**PROBLEM TO WORK ON:**
Leaving out the images, transcribe every record below exactly.
= Beginning of Section =
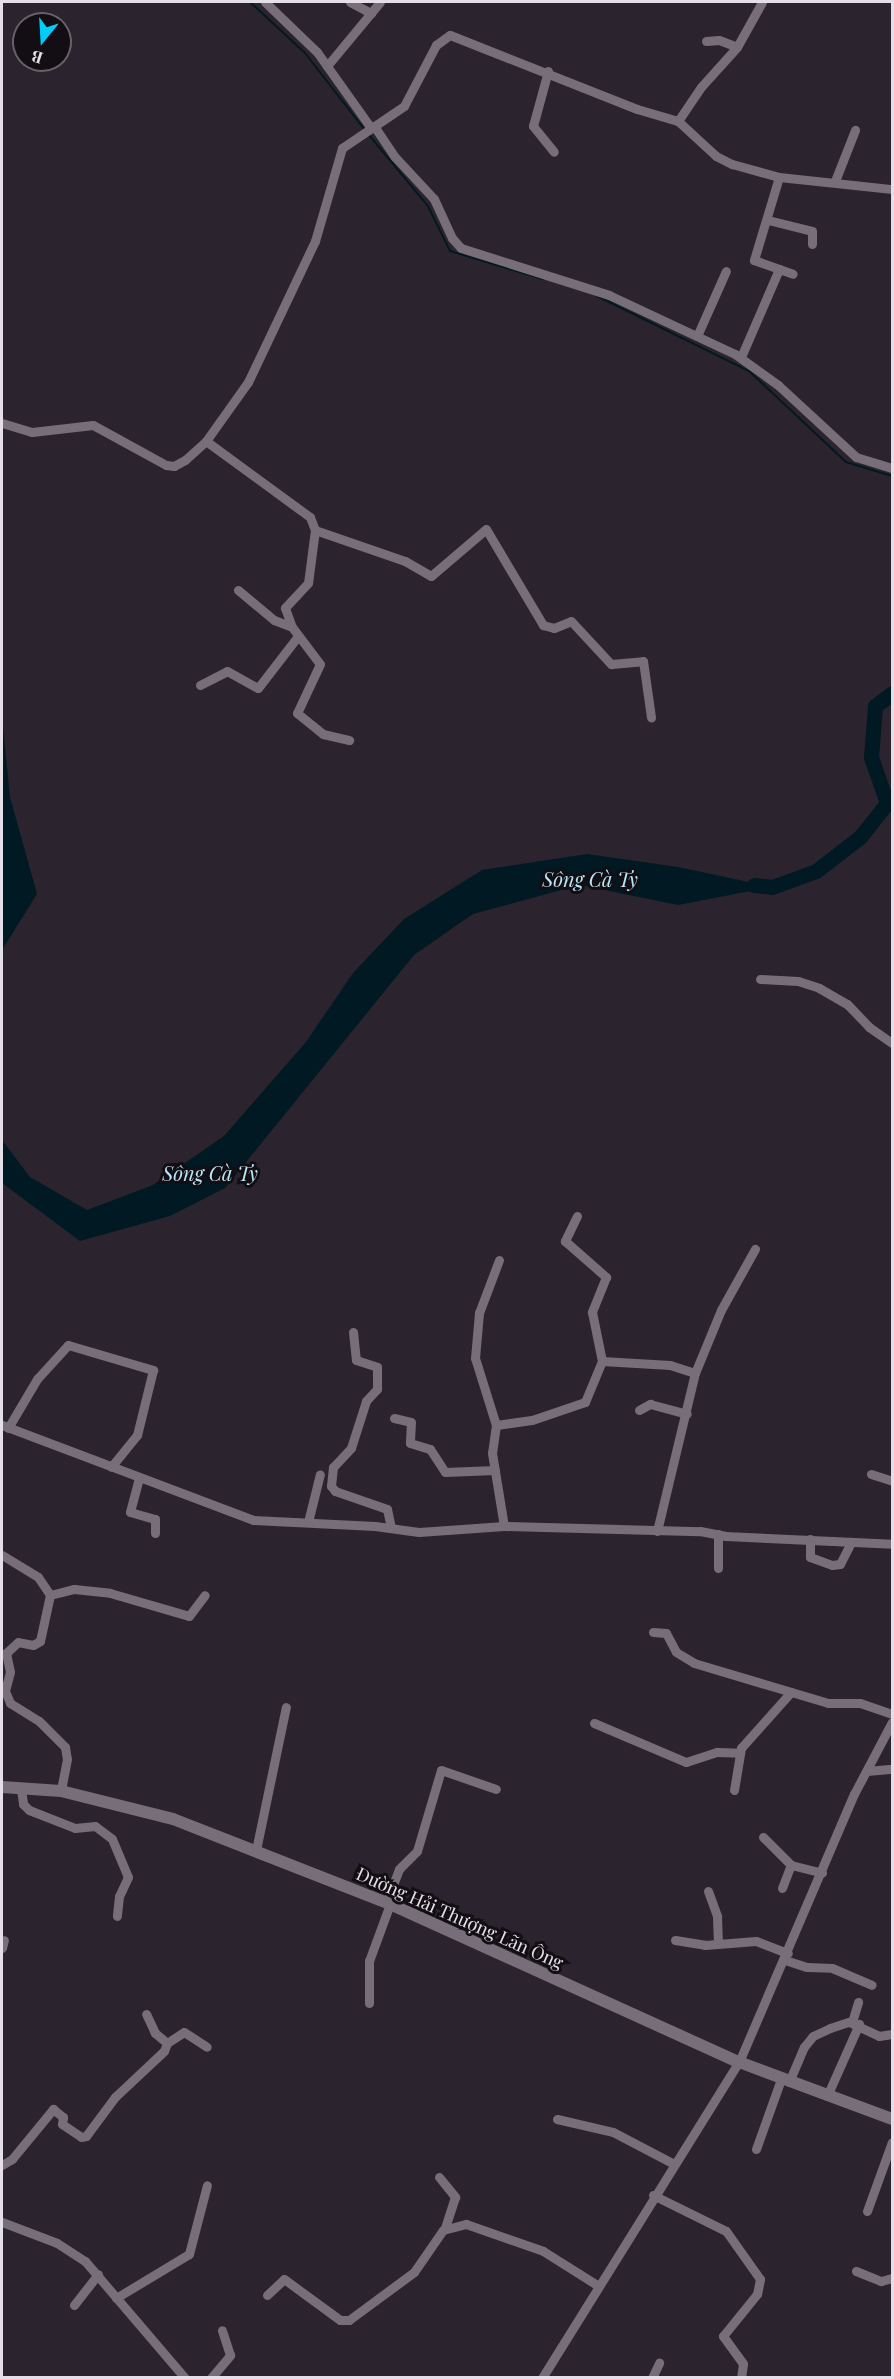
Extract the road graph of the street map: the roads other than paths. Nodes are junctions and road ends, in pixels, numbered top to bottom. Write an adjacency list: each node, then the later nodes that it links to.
1 (265, 2): 8 (street)
2 (350, 2): 5 (street)
3 (380, 2): 5 (street)
4 (762, 2): 7 (street)
5 (371, 14): 8 (street)
6 (706, 41): 7 (street)
7 (737, 47): 10 (street)
8 (327, 66): 11 (street)
9 (548, 71): 10 (street); 11 (street); 13 (street)
10 (678, 121): 14 (street)
11 (373, 127): 22 (street); 25 (street)
12 (855, 130): 15 (street)
13 (554, 152)
14 (779, 177): 15 (street); 17 (street)
15 (835, 181): 16 (street)
16 (892, 189)
17 (768, 220): 18 (street); 19 (street)
18 (812, 244)
19 (779, 269): 21 (street); 23 (street)
20 (726, 271): 22 (street)
21 (793, 274)
22 (697, 336): 23 (street)
23 (741, 357): 26 (street)
24 (2, 423): 25 (street)
25 (206, 441): 27 (street)
26 (892, 468)
27 (315, 530): 29 (street); 31 (street)
28 (238, 590): 29 (street)
29 (295, 631): 30 (street); 32 (street)
30 (200, 685)
31 (651, 717)
32 (350, 740)
33 (760, 979): 34 (street)
34 (892, 1042)
35 (577, 1216): 39 (street)
36 (755, 1249): 40 (street)
37 (499, 1260): 44 (street)
38 (353, 1332): 54 (street)
39 (602, 1361): 40 (street); 44 (street)
40 (695, 1373): 42 (street)
41 (639, 1410): 42 (street)
42 (687, 1414): 55 (street)
43 (394, 1418): 47 (street)
44 (496, 1425): 47 (street)
45 (5, 1427): 46 (street); 46 (street)
46 (111, 1467): 50 (street)
47 (495, 1470): 53 (street)
48 (320, 1474): 52 (street)
49 (871, 1474): 51 (street)
50 (139, 1478): 52 (street); 56 (street)
51 (892, 1481)
52 (308, 1522): 54 (street)
53 (504, 1526): 54 (street); 55 (street)
54 (391, 1528)
55 (657, 1531): 57 (street)
56 (155, 1533)
57 (718, 1534): 58 (street); 62 (street)
58 (810, 1539): 59 (street); 59 (street)
59 (851, 1542): 60 (street)
60 (892, 1544)
61 (2, 1555): 63 (street)
62 (718, 1568)
63 (50, 1595): 64 (street); 78 (street)
64 (206, 1595)
65 (653, 1632): 66 (street)
66 (791, 1692): 68 (street); 71 (street)
67 (286, 1707): 80 (street)
68 (892, 1714)
69 (892, 1722): 73 (street)
70 (594, 1723): 71 (street)
71 (740, 1753): 77 (street)
72 (892, 1769): 73 (street)
73 (867, 1771): 82 (street)
74 (2, 1787): 75 (street, Đường Hải Thượng Lãn Ông)
75 (21, 1789): 78 (street, Đường Hải Thượng Lãn Ông); 86 (street)
76 (496, 1789): 85 (street)
77 (734, 1790)
78 (61, 1791): 80 (street, Đường Hải Thượng Lãn Ông)
79 (763, 1837): 81 (street)
80 (256, 1850): 85 (street, Đường Hải Thượng Lãn Ông)
81 (791, 1865): 82 (street); 83 (street)
82 (822, 1873): 89 (street)
83 (782, 1888)
84 (708, 1891): 88 (street)
85 (388, 1904): 92 (street); 98 (street, Đường Hải Thượng Lãn Ông)
86 (117, 1916)
87 (675, 1940): 88 (street)
88 (718, 1943): 89 (street)
89 (787, 1957): 90 (street); 98 (street)
90 (872, 1985)
91 (858, 2002): 94 (street)
92 (369, 2003)
93 (146, 2014): 96 (street)
94 (855, 2023): 95 (street); 99 (street); 100 (street)
95 (892, 2034)
96 (167, 2043): 97 (street); 106 (street)
97 (207, 2047)
98 (740, 2062): 99 (street, Đường Hải Thượng Lãn Ông); 105 (street)
99 (785, 2080): 100 (street, Đường Hải Thượng Lãn Ông); 104 (street)
100 (827, 2096): 102 (street, Đường Hải Thượng Lãn Ông)
101 (557, 2119): 105 (street)
102 (892, 2119)
103 (892, 2142): 110 (street)
104 (756, 2149)
105 (674, 2164): 109 (street)
106 (2, 2165)
107 (439, 2177): 112 (street)
108 (207, 2185): 118 (street)
109 (653, 2195): 116 (street); 126 (street)
110 (867, 2211)
111 (2, 2222): 114 (street)
112 (445, 2228): 116 (street); 117 (street)
113 (856, 2271): 115 (street)
114 (98, 2274): 118 (street); 119 (street)
115 (892, 2278)
116 (597, 2285): 124 (street)
117 (267, 2295)
118 (117, 2298): 122 (street)
119 (74, 2305)
120 (222, 2330): 123 (street)
121 (659, 2364): 125 (street)
122 (185, 2378)
123 (211, 2378)
124 (542, 2378)
125 (651, 2378)
126 (741, 2378)

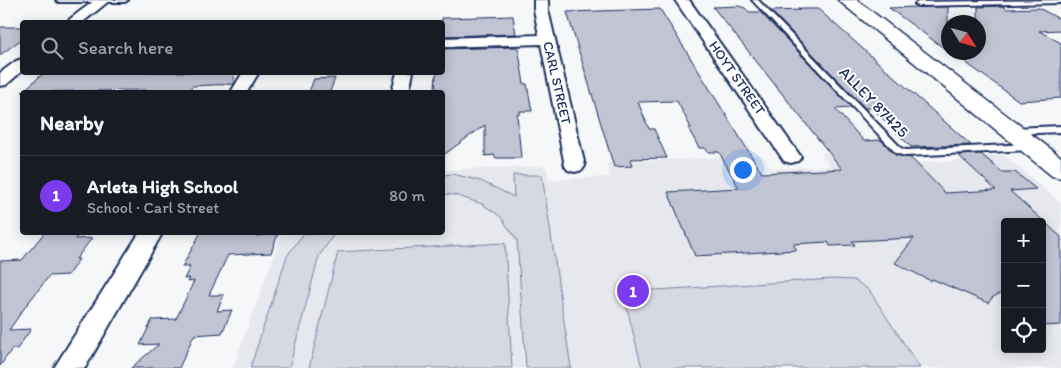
= End of Section =
**RESULT OF THE TASK:**
Extract the road graph of the street map: the roads other than paths. Nodes are junctions and road ends, in pixels, numbered top to bottom. Write an adjacency list: each node, then the later nodes that it links to.
1 (265, 2): 8 (street)
2 (350, 2): 5 (street)
3 (380, 2): 5 (street)
4 (762, 2): 7 (street)
5 (371, 14): 8 (street)
6 (706, 41): 7 (street)
7 (737, 47): 10 (street)
8 (327, 66): 11 (street)
9 (548, 71): 10 (street); 11 (street); 13 (street)
10 (678, 121): 14 (street)
11 (373, 127): 22 (street); 25 (street)
12 (855, 130): 15 (street)
13 (554, 152)
14 (779, 177): 15 (street); 17 (street)
15 (835, 181): 16 (street)
16 (892, 189)
17 (768, 220): 18 (street); 19 (street)
18 (812, 244)
19 (779, 269): 21 (street); 23 (street)
20 (726, 271): 22 (street)
21 (793, 274)
22 (697, 336): 23 (street)
23 (741, 357): 26 (street)
24 (2, 423): 25 (street)
25 (206, 441): 27 (street)
26 (892, 468)
27 (315, 530): 29 (street); 31 (street)
28 (238, 590): 29 (street)
29 (295, 631): 30 (street); 32 (street)
30 (200, 685)
31 (651, 717)
32 (350, 740)
33 (760, 979): 34 (street)
34 (892, 1042)
35 (577, 1216): 39 (street)
36 (755, 1249): 40 (street)
37 (499, 1260): 44 (street)
38 (353, 1332): 54 (street)
39 (602, 1361): 40 (street); 44 (street)
40 (695, 1373): 42 (street)
41 (639, 1410): 42 (street)
42 (687, 1414): 55 (street)
43 (394, 1418): 47 (street)
44 (496, 1425): 47 (street)
45 (5, 1427): 46 (street); 46 (street)
46 (111, 1467): 50 (street)
47 (495, 1470): 53 (street)
48 (320, 1474): 52 (street)
49 (871, 1474): 51 (street)
50 (139, 1478): 52 (street); 56 (street)
51 (892, 1481)
52 (308, 1522): 54 (street)
53 (504, 1526): 54 (street); 55 (street)
54 (391, 1528)
55 (657, 1531): 57 (street)
56 (155, 1533)
57 (718, 1534): 58 (street); 62 (street)
58 (810, 1539): 59 (street); 59 (street)
59 (851, 1542): 60 (street)
60 (892, 1544)
61 (2, 1555): 63 (street)
62 (718, 1568)
63 (50, 1595): 64 (street); 78 (street)
64 (206, 1595)
65 (653, 1632): 66 (street)
66 (791, 1692): 68 (street); 71 (street)
67 (286, 1707): 80 (street)
68 (892, 1714)
69 (892, 1722): 73 (street)
70 (594, 1723): 71 (street)
71 (740, 1753): 77 (street)
72 (892, 1769): 73 (street)
73 (867, 1771): 82 (street)
74 (2, 1787): 75 (street, Đường Hải Thượng Lãn Ông)
75 (21, 1789): 78 (street, Đường Hải Thượng Lãn Ông); 86 (street)
76 (496, 1789): 85 (street)
77 (734, 1790)
78 (61, 1791): 80 (street, Đường Hải Thượng Lãn Ông)
79 (763, 1837): 81 (street)
80 (256, 1850): 85 (street, Đường Hải Thượng Lãn Ông)
81 (791, 1865): 82 (street); 83 (street)
82 (822, 1873): 89 (street)
83 (782, 1888)
84 (708, 1891): 88 (street)
85 (388, 1904): 92 (street); 98 (street, Đường Hải Thượng Lãn Ông)
86 (117, 1916)
87 (675, 1940): 88 (street)
88 (718, 1943): 89 (street)
89 (787, 1957): 90 (street); 98 (street)
90 (872, 1985)
91 (858, 2002): 94 (street)
92 (369, 2003)
93 (146, 2014): 96 (street)
94 (855, 2023): 95 (street); 99 (street); 100 (street)
95 (892, 2034)
96 (167, 2043): 97 (street); 106 (street)
97 (207, 2047)
98 (740, 2062): 99 (street, Đường Hải Thượng Lãn Ông); 105 (street)
99 (785, 2080): 100 (street, Đường Hải Thượng Lãn Ông); 104 (street)
100 (827, 2096): 102 (street, Đường Hải Thượng Lãn Ông)
101 (557, 2119): 105 (street)
102 (892, 2119)
103 (892, 2142): 110 (street)
104 (756, 2149)
105 (674, 2164): 109 (street)
106 (2, 2165)
107 (439, 2177): 112 (street)
108 (207, 2185): 118 (street)
109 (653, 2195): 116 (street); 126 (street)
110 (867, 2211)
111 (2, 2222): 114 (street)
112 (445, 2228): 116 (street); 117 (street)
113 (856, 2271): 115 (street)
114 (98, 2274): 118 (street); 119 (street)
115 (892, 2278)
116 (597, 2285): 124 (street)
117 (267, 2295)
118 (117, 2298): 122 (street)
119 (74, 2305)
120 (222, 2330): 123 (street)
121 (659, 2364): 125 (street)
122 (185, 2378)
123 (211, 2378)
124 (542, 2378)
125 (651, 2378)
126 (741, 2378)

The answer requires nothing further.